How to complete this task — Search the listing for the word "other" and copy every line where it turns up.

Data provided —
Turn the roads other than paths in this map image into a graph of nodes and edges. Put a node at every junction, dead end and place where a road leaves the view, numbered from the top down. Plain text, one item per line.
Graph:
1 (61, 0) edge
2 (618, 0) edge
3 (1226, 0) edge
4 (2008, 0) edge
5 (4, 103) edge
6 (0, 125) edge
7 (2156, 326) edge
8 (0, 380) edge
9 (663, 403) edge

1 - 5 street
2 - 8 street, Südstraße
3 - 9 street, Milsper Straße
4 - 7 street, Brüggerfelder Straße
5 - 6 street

==

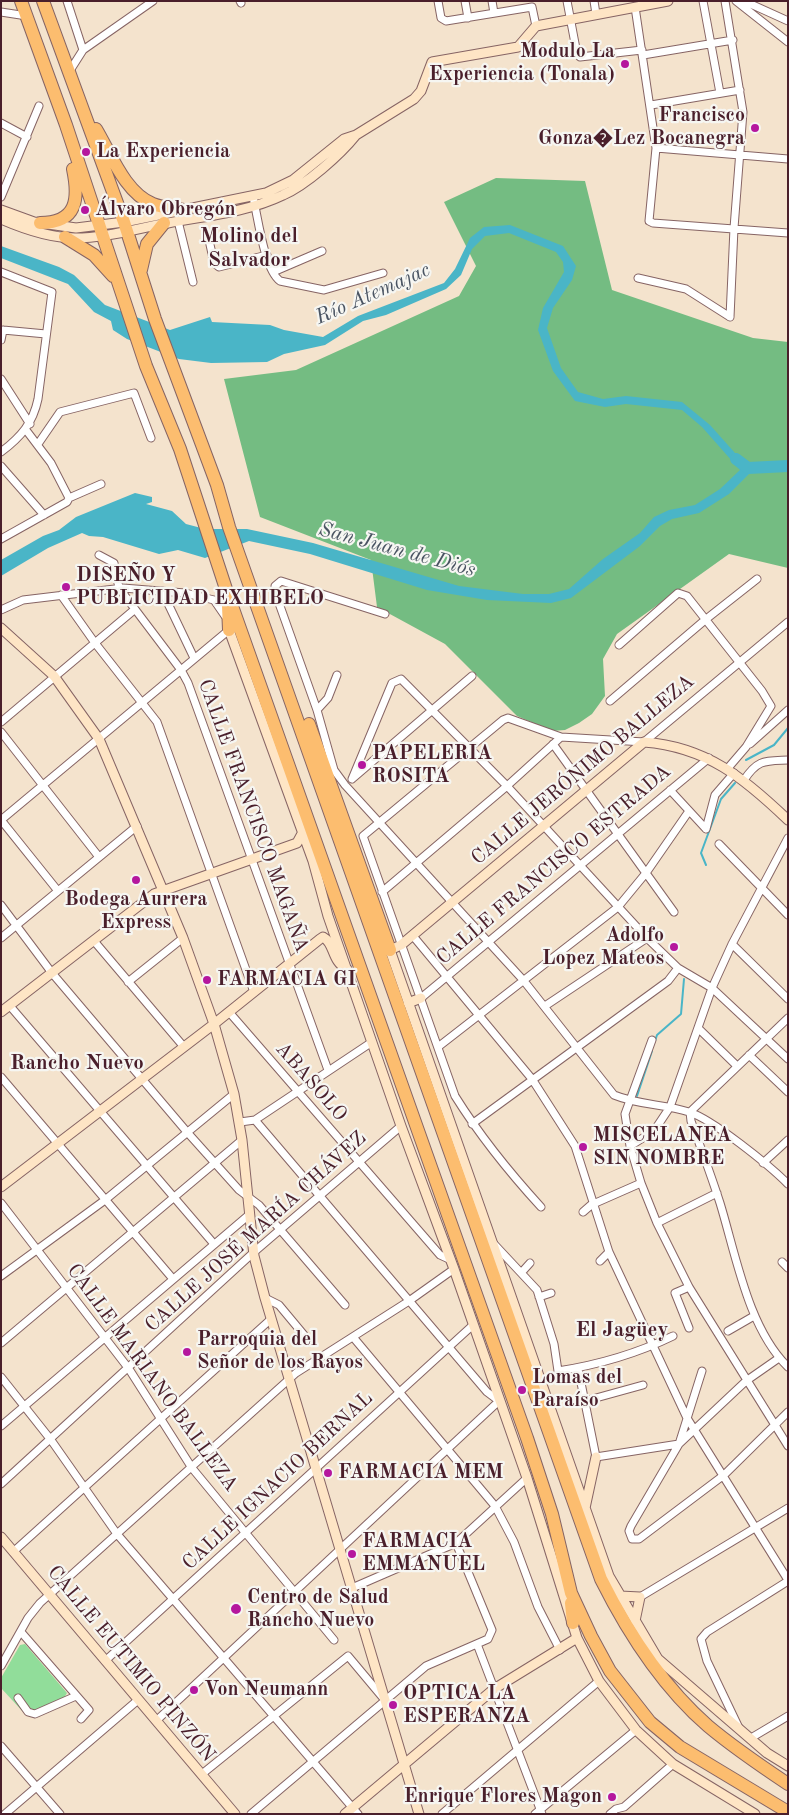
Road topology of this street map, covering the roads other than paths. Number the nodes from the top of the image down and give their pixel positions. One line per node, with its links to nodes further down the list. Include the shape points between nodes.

Output —
Turn the roads other than paths in this map image into a graph of nodes and edges. Put a node at every junction, dead end and place where a road leaves the view, numbered from the top down. Plain text, one item per line.
Road topology of this street map, covering the roads other than paths. Number the nodes from the top of the image down and give their pixel positions. One line per node, with its links to nodes further down the list. Include the shape points between nodes.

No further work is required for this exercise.